Background: Diffuse Intrinsic Pontine Gliomas (DIPG) and other H3K27M-mutated diffuse midline gliomas (DMGs) are brain tumors that primarily affect children. Radiotherapy is the standard of care but only provides temporary symptomatic relief due to radioresistance. While hypoxia is a major driver of radioresistance in other tumors, there is no definitive evidence that DIPGs are hypoxic. DIPGs often contain histone mutations, which alter tumor metabolism and are also associated with radioresistance. Our objective was to identify the metabolic profiles of DIPG cells, detect hypoxia signatures, and uncover metabolism-linked mechanisms of radioresistance to improve tumor radiosensitivity.

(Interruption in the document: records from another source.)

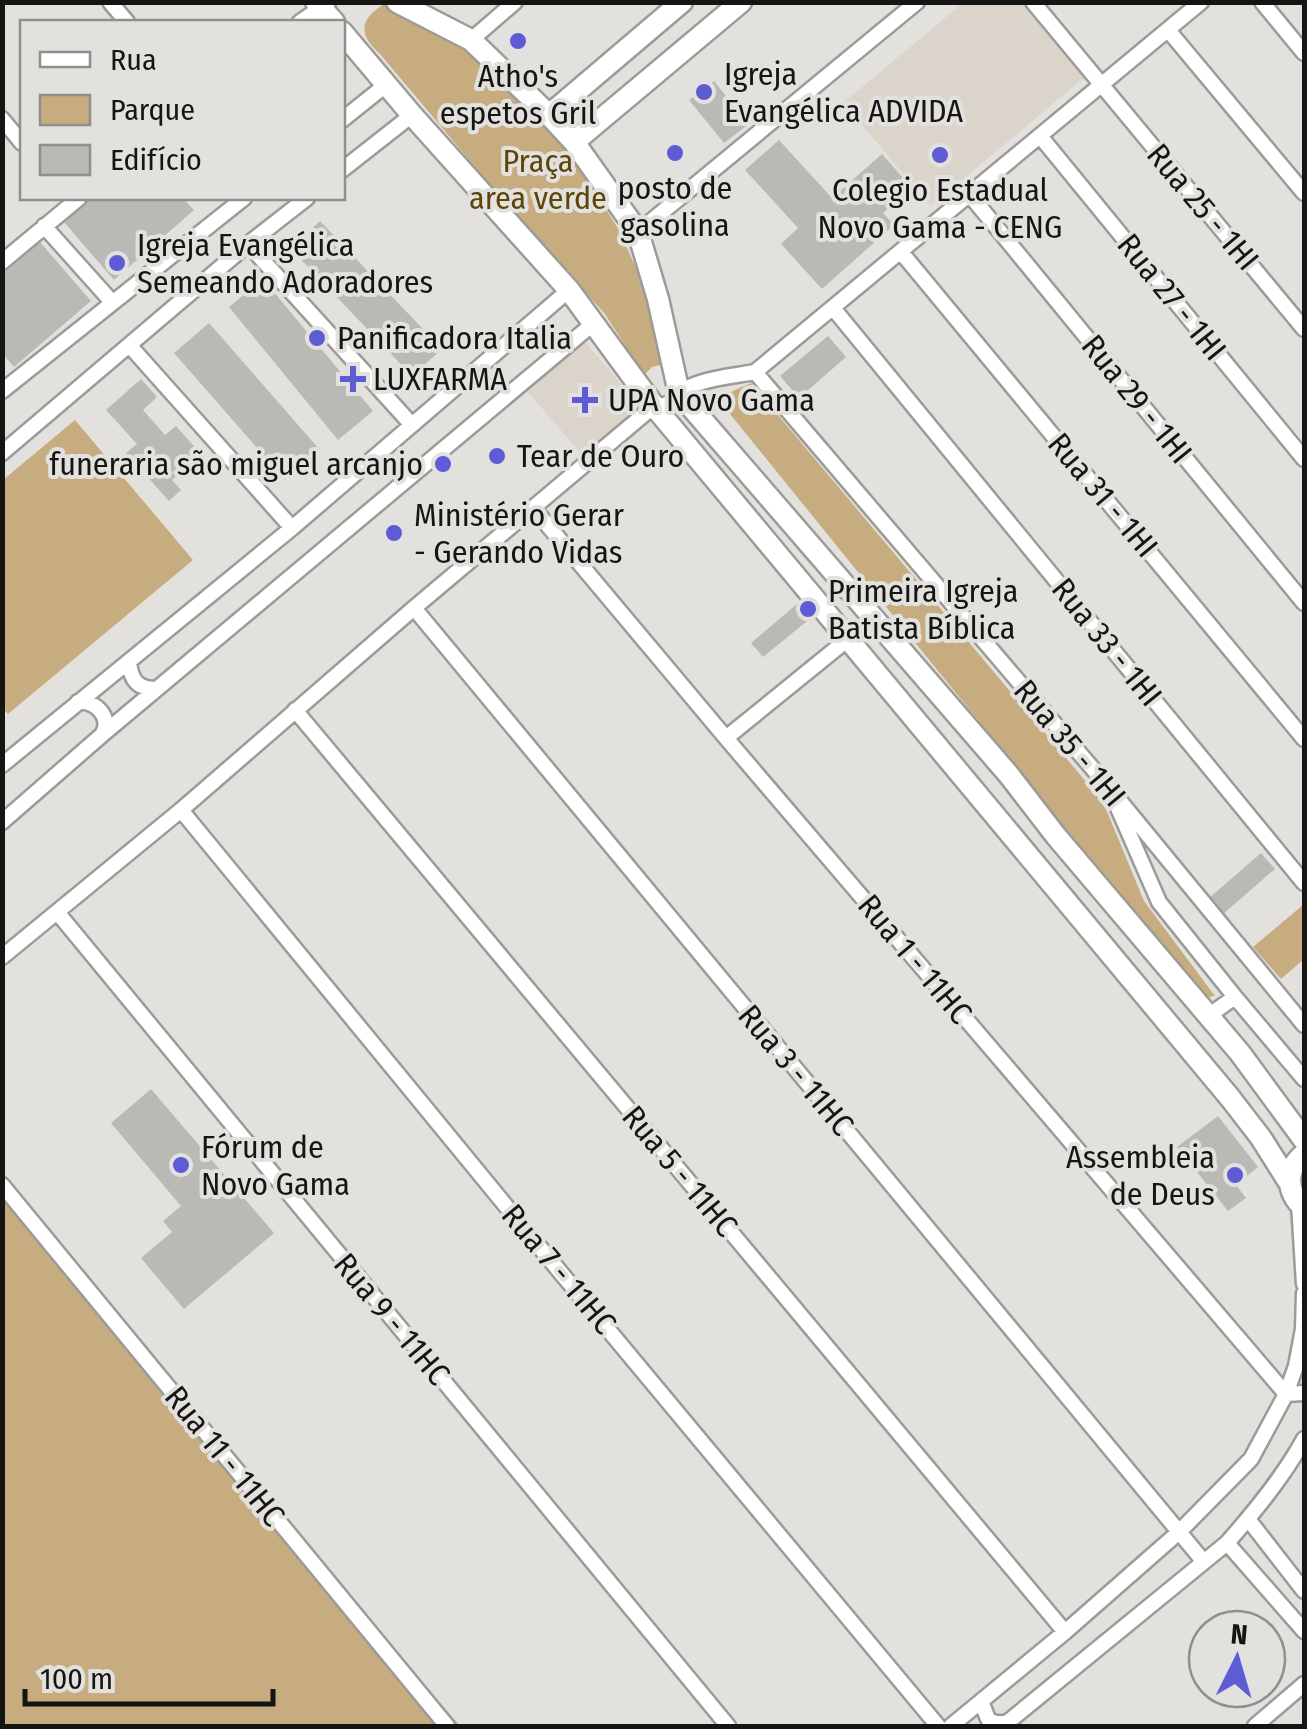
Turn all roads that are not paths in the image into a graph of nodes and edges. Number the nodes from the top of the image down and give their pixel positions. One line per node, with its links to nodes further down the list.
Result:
1 (398, 2): 11 (street)
2 (515, 2): 11 (street)
3 (682, 2): 16 (street)
4 (741, 2): 21 (street)
5 (917, 2): 29 (street)
6 (1032, 2): 14 (street, Rua 25 - 1HI)
7 (1201, 2): 9 (street)
8 (1262, 2): 12 (street)
9 (1168, 30): 14 (street); 23 (street)
10 (345, 35): 13 (street)
11 (471, 40): 16 (street)
12 (1304, 53)
13 (387, 84): 15 (street); 17 (street)
14 (1102, 86): 19 (street); 37 (street, Rua 25 - 1HI)
15 (412, 115): 22 (street); 33 (street)
16 (550, 115): 21 (street)
17 (345, 118)
18 (2, 119): 20 (street)
19 (1040, 136): 24 (street); 45 (street, Rua 27 - 1HI)
20 (20, 141)
21 (574, 142): 29 (street)
22 (345, 168)
23 (1304, 193)
24 (970, 194): 31 (street); 48 (street, Rua 29 - 1HI)
25 (72, 200): 28 (street)
26 (241, 200): 34 (street)
27 (304, 200): 30 (street)
28 (44, 226): 32 (street); 34 (street)
29 (638, 232): 41 (street)
30 (248, 244): 38 (street); 43 (street)
31 (901, 252): 35 (street); 57 (street, Rua 31 - 1HI)
32 (2, 262)
33 (569, 290): 36 (street); 43 (street)
34 (112, 302): 40 (street)
35 (833, 308): 39 (street); 67 (street, Rua 33 - 1HI)
36 (594, 323): 42 (street); 52 (street)
37 (1304, 329)
38 (130, 346): 44 (street); 47 (street)
39 (755, 372): 41 (street); 60 (street, Rua 35 - 1HI)
40 (2, 391)
41 (679, 393): 42 (street); 59 (street)
42 (654, 406): 46 (street); 50 (street)
43 (412, 425): 47 (street)
44 (2, 453)
45 (1304, 459)
46 (534, 508): 49 (street); 56 (street, Rua 1 - 11HC)
47 (292, 528): 51 (street)
48 (1304, 603)
49 (414, 608): 54 (street); 88 (street, Rua 3 - 11HC)
50 (848, 639): 56 (street); 61 (street)
51 (129, 662): 52 (street); 53 (street)
52 (157, 689): 55 (street)
53 (78, 702): 55 (street); 58 (street)
54 (295, 710): 62 (street); 93 (street, Rua 5 - 11HC)
55 (103, 734): 63 (street)
56 (726, 738): 85 (street, Rua 1 - 11HC)
57 (1304, 739)
58 (2, 765)
59 (1015, 784): 61 (street); 64 (street)
60 (1110, 789): 66 (street, Rua 35 - 1HI); 68 (street)
61 (986, 803): 65 (street)
62 (181, 810): 69 (street); 99 (street, Rua 7 - 11HC)
63 (2, 822)
64 (1051, 830): 65 (street); 72 (street)
65 (1026, 850): 79 (street)
66 (1184, 879): 68 (street); 73 (street, Rua 35 - 1HI)
67 (1304, 883)
68 (1160, 902): 71 (street)
69 (56, 912): 70 (street); 98 (street, Rua 9 - 11HC)
70 (2, 957)
71 (1235, 997): 72 (street); 74 (street)
72 (1208, 1016): 75 (street)
73 (1304, 1025)
74 (1266, 1034): 75 (street); 76 (street)
75 (1240, 1053): 77 (street)
76 (1304, 1079)
77 (1304, 1140)
78 (1304, 1154): 79 (street)
79 (1290, 1184): 81 (street)
80 (2, 1186): 97 (street, Rua 11 - 11HC)
81 (1302, 1206): 82 (street)
82 (1304, 1284)
83 (1304, 1294): 85 (street)
84 (1304, 1393): 85 (street)
85 (1286, 1394): 88 (street)
86 (1304, 1439): 87 (street)
87 (1248, 1520): 89 (street); 91 (street)
88 (1179, 1532): 90 (street, Rua 3 - 11HC); 93 (street)
89 (1227, 1544): 90 (street); 92 (street)
90 (1204, 1562): 96 (street)
91 (1304, 1591)
92 (1304, 1631)
93 (1065, 1632): 95 (street)
94 (1304, 1684): 101 (street)
95 (981, 1701): 96 (street); 100 (street)
96 (1005, 1725)
97 (448, 1726)
98 (728, 1726)
99 (938, 1726)
100 (951, 1726)
101 (1256, 1726)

Method: Using DIPG models combined with clinical datasets, we examined mitochondrial metabolism and signatures of hypoxia. We explored DIPG reliance on mitochondrial metabolism using extracellular flux assays and targeted metabolomics. In vitro and in vivo models were used to explore the mechanisms of targeting mitochondrial bioenergetics and hypoxia for radiosensitization. Treatment-induced transcriptomics and metabolomics were also investigated.

Results: Comprehensive analyses of DIPG cells show signatures of enhanced oxidative phosphorylation (OXPHOS). We also identified increased expression of specific OXPHOS related genes and signatures of hypoxia gene expression in datasets obtained from DIPG patients. We found the presence of hypoxia in orthotopic mouse models bearing DIPG tumors. These findings enabled us to develop a proof-of-concept treatment strategy to enhance radiosensitivity of DIPGs in vitro and in animal models.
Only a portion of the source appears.